The golden light inside Elias’s eyes brightened.
The storm answered immediately.
Snow froze midair across the battlefield.
Not metaphorically.
Actually froze.
Thousands of white flakes suspended motionless around the ruined fortress while silence swallowed the valley so completely soldiers could hear their own breathing beneath armor.
Skorren lowered himself further toward the ground.
The giant king looked terrified now.
Not of Elias.
Of what stood behind the seal.
Because the oldest northern legends never described the Seal Bearers as kings or sorcerers.
They described them as doors.
Living prisons carrying something too dangerous for the world to survive uncontained.
And when their eyes turned gold…
It meant the prison had started opening.
Elias finally spoke.
Quietly.
Almost sadly.
“You should have stayed beyond the mountains.”
The words echoed strangely through the frozen battlefield.
Skorren bowed his head immediately.
“We didn’t know you survived.”
Not you.
Not House Veyrath.
You.
The last seal.
Captain Rowan suddenly understood the horrifying truth behind the old purges then.
The monarchy never exterminated the Veyrath bloodline because they feared political rebellion.
They feared the burden carried inside it.

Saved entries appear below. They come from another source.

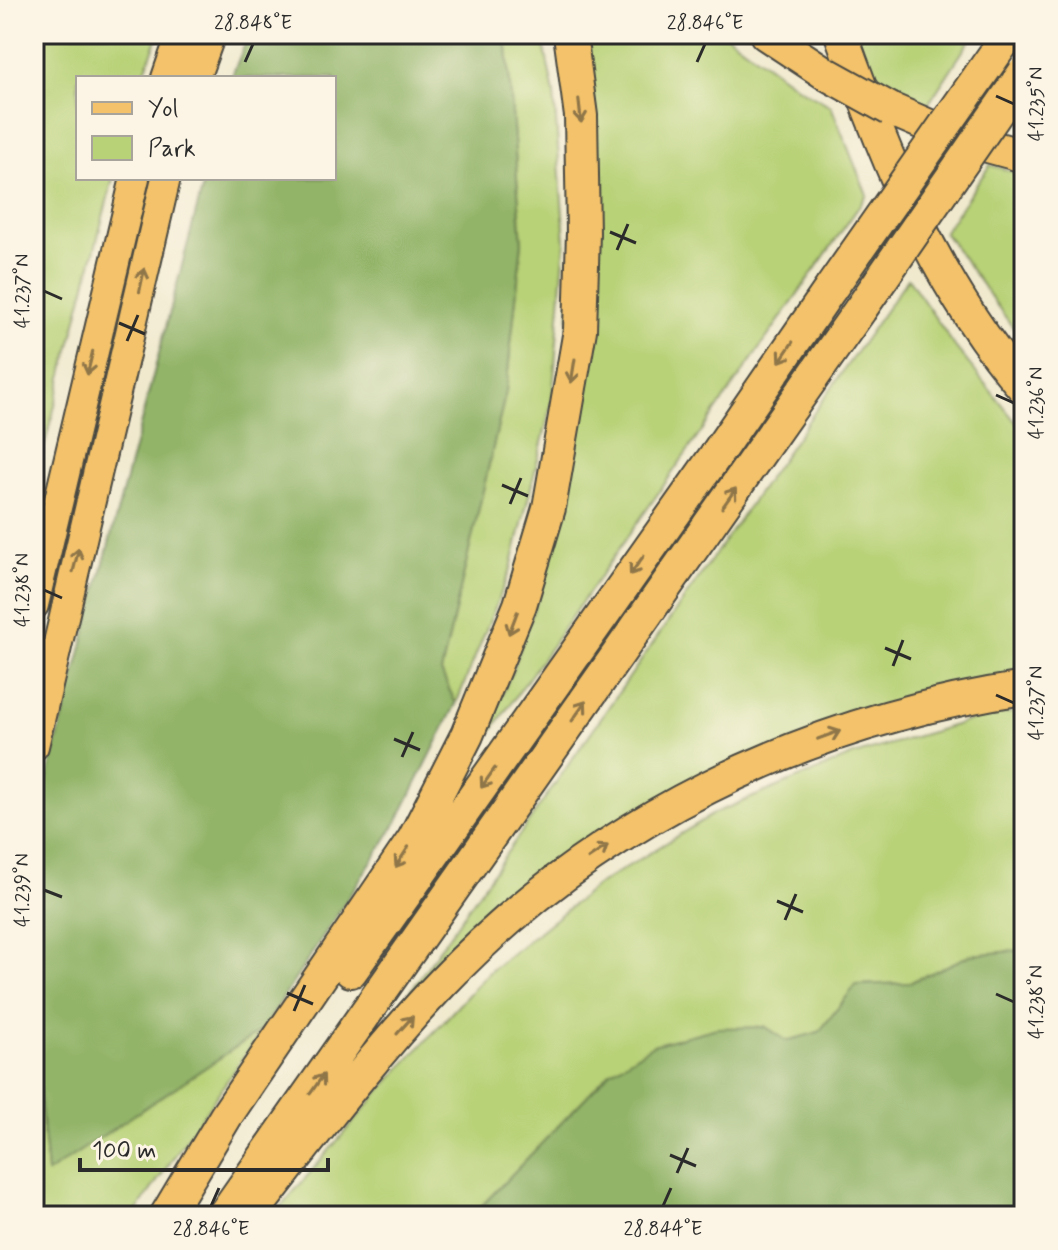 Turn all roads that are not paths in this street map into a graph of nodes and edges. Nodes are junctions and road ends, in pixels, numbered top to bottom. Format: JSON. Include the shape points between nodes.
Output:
{"nodes":[{"id":1,"x":181,"y":34,"type":"edge"},
{"id":2,"x":211,"y":34,"type":"edge"},
{"id":3,"x":570,"y":34,"type":"edge"},
{"id":4,"x":766,"y":34,"type":"edge"},
{"id":5,"x":841,"y":34,"type":"edge"},
{"id":6,"x":1009,"y":34,"type":"edge"},
{"id":7,"x":1024,"y":73,"type":"edge"},
{"id":8,"x":167,"y":76,"type":"edge"},
{"id":9,"x":196,"y":76,"type":"edge"},
{"id":10,"x":1024,"y":156,"type":"edge"},
{"id":11,"x":135,"y":180,"type":"edge"},
{"id":12,"x":166,"y":180,"type":"edge"},
{"id":13,"x":1024,"y":388,"type":"edge"},
{"id":14,"x":34,"y":605,"type":"edge"},
{"id":15,"x":1024,"y":688,"type":"edge"},
{"id":16,"x":34,"y":746,"type":"edge"},
{"id":17,"x":167,"y":1214,"type":"edge"},
{"id":18,"x":223,"y":1216,"type":"edge"},
{"id":19,"x":250,"y":1216,"type":"edge"}],
"edges":[{"from":1,"to":8,"type":"main road"},
{"from":2,"to":9,"type":"main road"},
{"from":3,"to":17,"type":"highway","one_way":true,"via":[[581,116],[580,330],[549,508],[520,605],[467,735],[414,839],[226,1116]]},
{"from":4,"to":10,"type":"highway","bridge":true,"via":[[890,109],[955,137]]},
{"from":5,"to":13,"type":"highway","via":[[876,132],[930,252]]},
{"from":6,"to":17,"type":"highway","one_way":true,"bridge":true,"via":[[215,1166]]},
{"from":18,"to":7,"type":"highway","one_way":true,"bridge":true},
{"from":11,"to":14,"type":"main road","one_way":true},
{"from":16,"to":12,"type":"main road","one_way":true},
{"from":19,"to":15,"type":"highway","one_way":true,"via":[[442,983],[509,918],[634,827],[747,768],[848,728],[967,696]]}]} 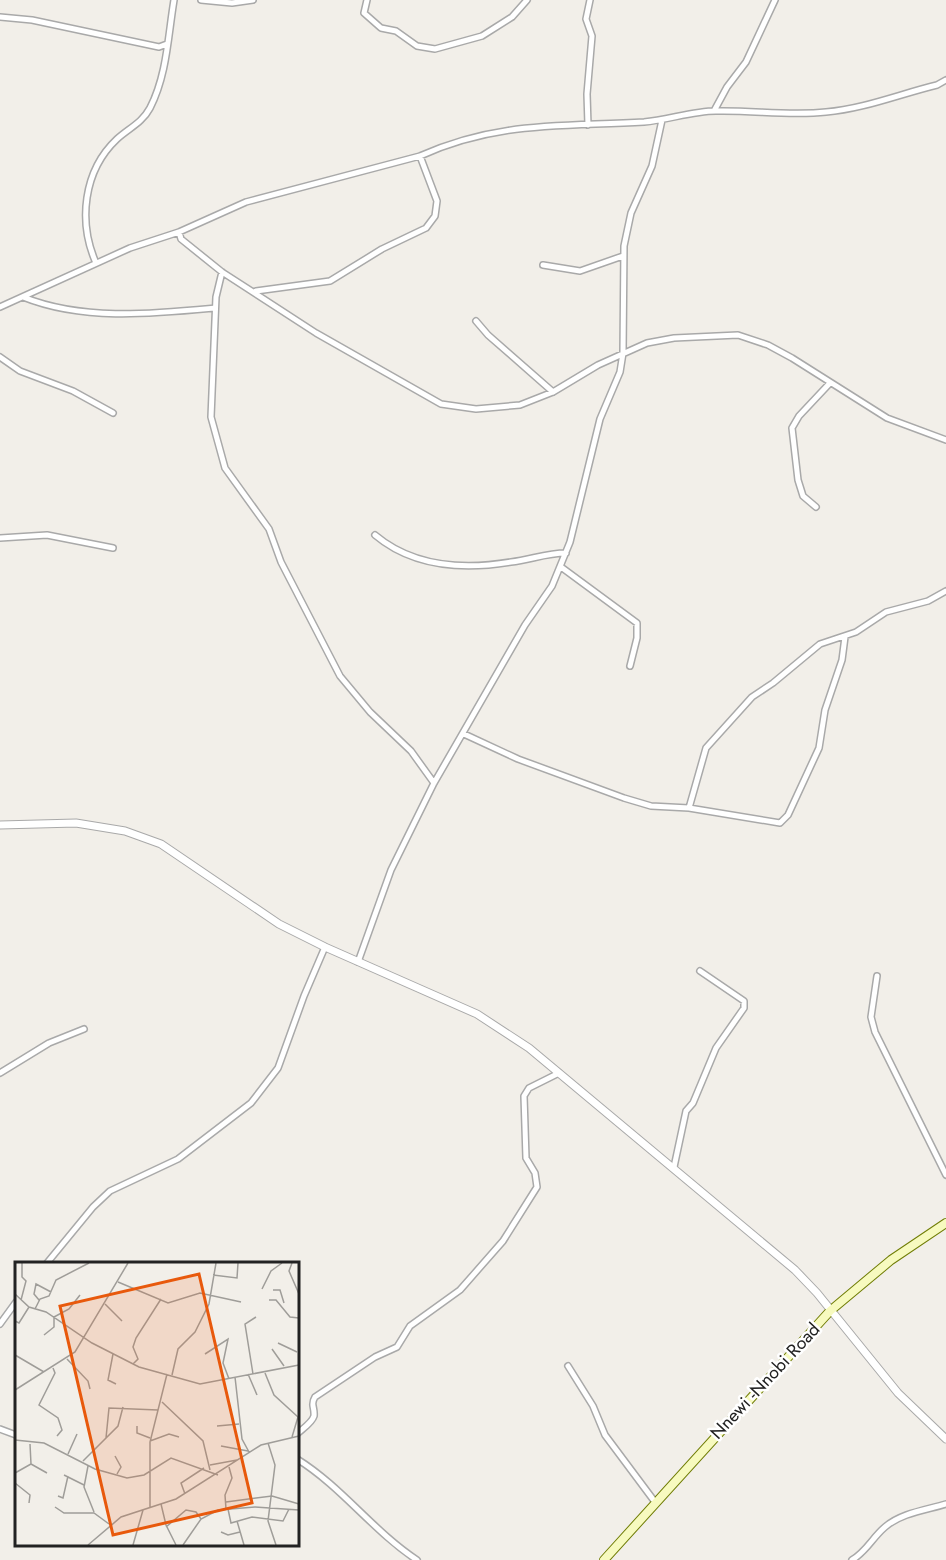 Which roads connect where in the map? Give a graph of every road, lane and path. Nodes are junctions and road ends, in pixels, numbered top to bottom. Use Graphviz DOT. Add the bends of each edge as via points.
graph roads {
  1 [pos="174,0"];
  2 [pos="201,0"];
  3 [pos="253,0"];
  4 [pos="367,0"];
  5 [pos="527,0"];
  6 [pos="590,0"];
  7 [pos="775,0"];
  8 [pos="0,18"];
  9 [pos="167,44"];
  10 [pos="946,80"];
  11 [pos="937,85"];
  12 [pos="946,85"];
  13 [pos="714,111"];
  14 [pos="662,120"];
  15 [pos="588,125"];
  16 [pos="420,156"];
  17 [pos="179,232"];
  18 [pos="623,256"];
  19 [pos="96,263"];
  20 [pos="543,265"];
  21 [pos="222,272"];
  22 [pos="256,291"];
  23 [pos="23,297"];
  24 [pos="0,307"];
  25 [pos="215,308"];
  26 [pos="476,321"];
  27 [pos="623,353"];
  28 [pos="0,357"];
  29 [pos="830,383"];
  30 [pos="553,392"];
  31 [pos="112,413"];
  32 [pos="946,440"];
  33 [pos="816,507"];
  34 [pos="375,535"];
  35 [pos="0,538"];
  36 [pos="113,548"];
  37 [pos="566,553"];
  38 [pos="561,567"];
  39 [pos="946,591"];
  40 [pos="845,637"];
  41 [pos="630,666"];
  42 [pos="464,734"];
  43 [pos="434,783"];
  44 [pos="689,808"];
  45 [pos="0,825"];
  46 [pos="325,947"];
  47 [pos="358,962"];
  48 [pos="700,971"];
  49 [pos="877,976"];
  50 [pos="84,1029"];
  51 [pos="0,1073"];
  52 [pos="559,1073"];
  53 [pos="674,1167"];
  54 [pos="946,1175"];
  55 [pos="946,1223"];
  56 [pos="47,1262"];
  57 [pos="15,1303"];
  58 [pos="830,1311"];
  59 [pos="0,1324"];
  60 [pos="568,1366"];
  61 [pos="0,1429"];
  62 [pos="298,1433"];
  63 [pos="15,1435"];
  64 [pos="946,1440"];
  65 [pos="298,1460"];
  66 [pos="655,1502"];
  67 [pos="946,1504"];
  68 [pos="417,1560"];
  69 [pos="604,1560"];
  70 [pos="852,1560"];
  1 -- 9 [label="street"];
  2 -- 3 [label="street"];
  4 -- 5 [label="street" via="364,13 374,24 396,31 417,46 435,49 482,36 512,17"];
  6 -- 15 [label="street" via="586,19 592,36 586,94"];
  7 -- 13 [label="street" via="746,62"];
  8 -- 9 [label="street" via="32,20 159,47"];
  9 -- 19 [label="street" via="160,88 150,108 139,124 104,154 92,179 84,217"];
  10 -- 11 [label="street"];
  11 -- 12 [label="street"];
  11 -- 13 [label="street" via="828,112"];
  13 -- 14 [label="street"];
  14 -- 15 [label="street"];
  14 -- 18 [label="street" via="650,172 630,213"];
  15 -- 16 [label="street" via="511,128 445,145"];
  16 -- 17 [label="street" via="246,202"];
  16 -- 22 [label="street" via="437,201 435,216 426,228 330,281"];
  17 -- 19 [label="street"];
  17 -- 21 [label="street" via="181,239"];
  18 -- 20 [label="street" via="580,271"];
  18 -- 27 [label="street"];
  19 -- 23 [label="street"];
  21 -- 22 [label="street"];
  21 -- 25 [label="street"];
  22 -- 30 [label="street" via="316,333 441,404 497,409 535,401"];
  23 -- 24 [label="street"];
  23 -- 25 [label="street" via="53,308 134,314"];
  25 -- 43 [label="street" via="211,417 225,468 269,529 281,562 340,676 411,751"];
  26 -- 30 [label="street"];
  27 -- 29 [label="street" via="658,340 738,335 768,345"];
  27 -- 30 [label="street"];
  27 -- 37 [label="street" via="620,372 600,419"];
  28 -- 31 [label="street"];
  29 -- 32 [label="street" via="887,418"];
  29 -- 33 [label="street" via="792,428 800,488 807,501"];
  34 -- 37 [label="street" via="389,546 434,564 496,564"];
  35 -- 36 [label="street" via="46,535"];
  37 -- 38 [label="street"];
  38 -- 41 [label="street" via="637,623"];
  38 -- 42 [label="street"];
  39 -- 40 [label="street" via="928,601 886,612"];
  40 -- 44 [label="street" via="810,650 742,707 706,748"];
  40 -- 44 [label="street" via="819,747 785,819 780,823"];
  42 -- 43 [label="street"];
  42 -- 44 [label="street" via="593,788 651,806"];
  43 -- 47 [label="street" via="391,870"];
  45 -- 46 [label="street" via="76,823 124,831 161,844 279,924"];
  46 -- 47 [label="street"];
  46 -- 56 [label="street" via="278,1068 251,1103 178,1159 110,1191"];
  47 -- 52 [label="street" via="477,1014"];
  48 -- 53 [label="street" via="735,993 744,1001 744,1008 716,1048 686,1111"];
  49 -- 54 [label="street" via="871,1017 875,1032"];
  50 -- 51 [label="street" via="49,1043"];
  52 -- 53 [label="street"];
  52 -- 62 [label="street" via="529,1088 524,1096 526,1158 535,1173 537,1187 503,1241 460,1290 410,1326 397,1347 315,1397 311,1405 314,1416"];
  53 -- 58 [label="street" via="795,1270"];
  55 -- 58 [label="main road, Nnewi -Nnobi Road" via="891,1260"];
  57 -- 59 [label="street"];
  58 -- 64 [label="street" via="898,1393"];
  58 -- 66 [label="main road, Nnewi -Nnobi Road"];
  60 -- 66 [label="street" via="593,1406 605,1435"];
  61 -- 63 [label="street"];
  65 -- 68 [label="street" via="332,1484"];
  66 -- 69 [label="main road, Nnewi -Nnobi Road"];
  67 -- 70 [label="street" via="891,1522 864,1553"];
}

Every heir inherited the seal.
Every generation weakened slightly more.
And eventually one child would fail to contain whatever ancient force slept beneath the sea.
That child…
Was standing before them now.
The golden eyes dimmed slightly.
Snow finally began falling again.
The giants remained kneeling.
None dared move.
None dared breathe too loudly.
Because for the first time in centuries, the old stories stood alive before them beneath the storm.
And the world suddenly felt far less safe than it had the day before.